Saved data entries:
______________________________

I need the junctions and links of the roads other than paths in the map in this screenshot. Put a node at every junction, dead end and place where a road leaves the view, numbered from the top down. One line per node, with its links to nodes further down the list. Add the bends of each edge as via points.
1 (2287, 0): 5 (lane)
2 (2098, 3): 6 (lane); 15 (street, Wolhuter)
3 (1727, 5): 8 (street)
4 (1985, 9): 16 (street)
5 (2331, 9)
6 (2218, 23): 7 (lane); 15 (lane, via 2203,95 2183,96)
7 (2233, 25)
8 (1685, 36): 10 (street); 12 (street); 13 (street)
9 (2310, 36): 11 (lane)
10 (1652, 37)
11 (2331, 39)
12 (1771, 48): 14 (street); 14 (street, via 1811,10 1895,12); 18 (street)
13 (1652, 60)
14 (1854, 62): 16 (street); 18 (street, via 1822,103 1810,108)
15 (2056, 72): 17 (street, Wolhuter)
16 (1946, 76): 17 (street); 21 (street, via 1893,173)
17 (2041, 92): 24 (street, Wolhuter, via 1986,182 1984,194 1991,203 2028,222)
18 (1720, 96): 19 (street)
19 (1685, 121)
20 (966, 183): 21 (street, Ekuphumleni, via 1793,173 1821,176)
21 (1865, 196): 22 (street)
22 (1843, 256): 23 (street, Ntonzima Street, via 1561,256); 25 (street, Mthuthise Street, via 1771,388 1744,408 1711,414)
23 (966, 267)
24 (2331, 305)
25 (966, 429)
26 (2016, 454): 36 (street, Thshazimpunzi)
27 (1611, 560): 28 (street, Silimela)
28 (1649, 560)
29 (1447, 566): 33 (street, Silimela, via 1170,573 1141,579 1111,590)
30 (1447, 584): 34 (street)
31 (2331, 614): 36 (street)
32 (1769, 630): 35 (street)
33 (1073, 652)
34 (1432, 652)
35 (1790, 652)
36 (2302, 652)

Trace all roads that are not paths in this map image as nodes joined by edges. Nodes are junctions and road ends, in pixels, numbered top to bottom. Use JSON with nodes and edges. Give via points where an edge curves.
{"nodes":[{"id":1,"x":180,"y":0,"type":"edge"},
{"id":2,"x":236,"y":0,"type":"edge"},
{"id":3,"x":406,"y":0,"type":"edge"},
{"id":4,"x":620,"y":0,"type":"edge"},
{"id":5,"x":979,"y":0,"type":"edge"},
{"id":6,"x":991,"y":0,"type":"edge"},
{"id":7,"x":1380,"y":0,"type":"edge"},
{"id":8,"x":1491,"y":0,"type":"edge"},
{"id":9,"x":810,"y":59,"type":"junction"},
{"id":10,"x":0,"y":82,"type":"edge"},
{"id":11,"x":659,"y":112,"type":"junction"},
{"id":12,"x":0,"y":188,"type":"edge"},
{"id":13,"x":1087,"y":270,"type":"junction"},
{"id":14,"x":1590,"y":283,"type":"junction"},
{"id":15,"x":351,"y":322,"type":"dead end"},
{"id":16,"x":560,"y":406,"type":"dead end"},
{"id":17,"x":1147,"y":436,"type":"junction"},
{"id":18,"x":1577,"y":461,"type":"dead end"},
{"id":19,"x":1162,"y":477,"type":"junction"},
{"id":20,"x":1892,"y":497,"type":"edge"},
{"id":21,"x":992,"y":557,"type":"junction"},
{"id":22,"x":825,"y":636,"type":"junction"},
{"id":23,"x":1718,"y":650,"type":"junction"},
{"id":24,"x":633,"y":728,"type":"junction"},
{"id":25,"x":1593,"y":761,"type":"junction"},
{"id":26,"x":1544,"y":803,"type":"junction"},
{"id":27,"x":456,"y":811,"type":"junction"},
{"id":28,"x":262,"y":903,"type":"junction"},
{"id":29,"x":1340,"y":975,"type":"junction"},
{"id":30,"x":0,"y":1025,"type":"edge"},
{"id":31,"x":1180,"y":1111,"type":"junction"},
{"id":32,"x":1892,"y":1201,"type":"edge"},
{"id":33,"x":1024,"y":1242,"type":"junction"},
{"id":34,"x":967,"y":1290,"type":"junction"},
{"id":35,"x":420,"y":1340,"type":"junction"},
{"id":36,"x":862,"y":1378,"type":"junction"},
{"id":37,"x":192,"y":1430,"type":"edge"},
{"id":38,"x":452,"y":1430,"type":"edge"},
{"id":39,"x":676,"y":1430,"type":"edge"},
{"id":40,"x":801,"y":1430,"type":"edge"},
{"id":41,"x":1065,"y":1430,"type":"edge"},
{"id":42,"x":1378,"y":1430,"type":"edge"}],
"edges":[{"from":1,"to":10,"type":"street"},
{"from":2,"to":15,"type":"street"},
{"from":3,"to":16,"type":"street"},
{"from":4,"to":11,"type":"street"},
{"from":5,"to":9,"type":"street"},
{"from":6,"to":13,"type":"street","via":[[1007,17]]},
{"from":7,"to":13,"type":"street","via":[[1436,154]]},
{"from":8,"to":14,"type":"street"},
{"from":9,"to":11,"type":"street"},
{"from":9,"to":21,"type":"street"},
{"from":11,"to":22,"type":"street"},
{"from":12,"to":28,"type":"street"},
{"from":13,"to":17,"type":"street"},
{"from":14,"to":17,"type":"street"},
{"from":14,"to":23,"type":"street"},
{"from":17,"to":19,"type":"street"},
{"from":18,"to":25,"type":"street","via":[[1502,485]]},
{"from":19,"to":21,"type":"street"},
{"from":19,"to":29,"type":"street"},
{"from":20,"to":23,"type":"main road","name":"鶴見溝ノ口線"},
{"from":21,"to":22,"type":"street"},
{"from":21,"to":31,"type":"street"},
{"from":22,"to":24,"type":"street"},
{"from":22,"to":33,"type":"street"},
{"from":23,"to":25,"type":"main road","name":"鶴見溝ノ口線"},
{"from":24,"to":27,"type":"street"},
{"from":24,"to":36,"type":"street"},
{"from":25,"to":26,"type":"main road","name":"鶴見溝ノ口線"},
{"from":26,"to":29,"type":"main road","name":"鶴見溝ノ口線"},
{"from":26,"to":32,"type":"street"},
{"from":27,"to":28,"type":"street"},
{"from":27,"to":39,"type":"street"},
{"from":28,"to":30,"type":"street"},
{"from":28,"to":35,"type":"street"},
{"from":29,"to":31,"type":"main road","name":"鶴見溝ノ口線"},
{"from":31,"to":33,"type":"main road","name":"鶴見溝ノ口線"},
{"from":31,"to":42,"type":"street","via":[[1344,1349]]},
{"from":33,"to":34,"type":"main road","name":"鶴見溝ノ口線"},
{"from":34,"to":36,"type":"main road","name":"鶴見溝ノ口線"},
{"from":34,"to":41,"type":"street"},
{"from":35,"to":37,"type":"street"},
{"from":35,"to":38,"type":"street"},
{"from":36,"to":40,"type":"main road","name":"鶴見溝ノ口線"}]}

______________________________

EXERCISE DIRECTIONS:
Take from the entries every line that has the string "Wolhuter".

SOLVED PROBLEM:
2 (2098, 3): 6 (lane); 15 (street, Wolhuter)
15 (2056, 72): 17 (street, Wolhuter)
17 (2041, 92): 24 (street, Wolhuter, via 1986,182 1984,194 1991,203 2028,222)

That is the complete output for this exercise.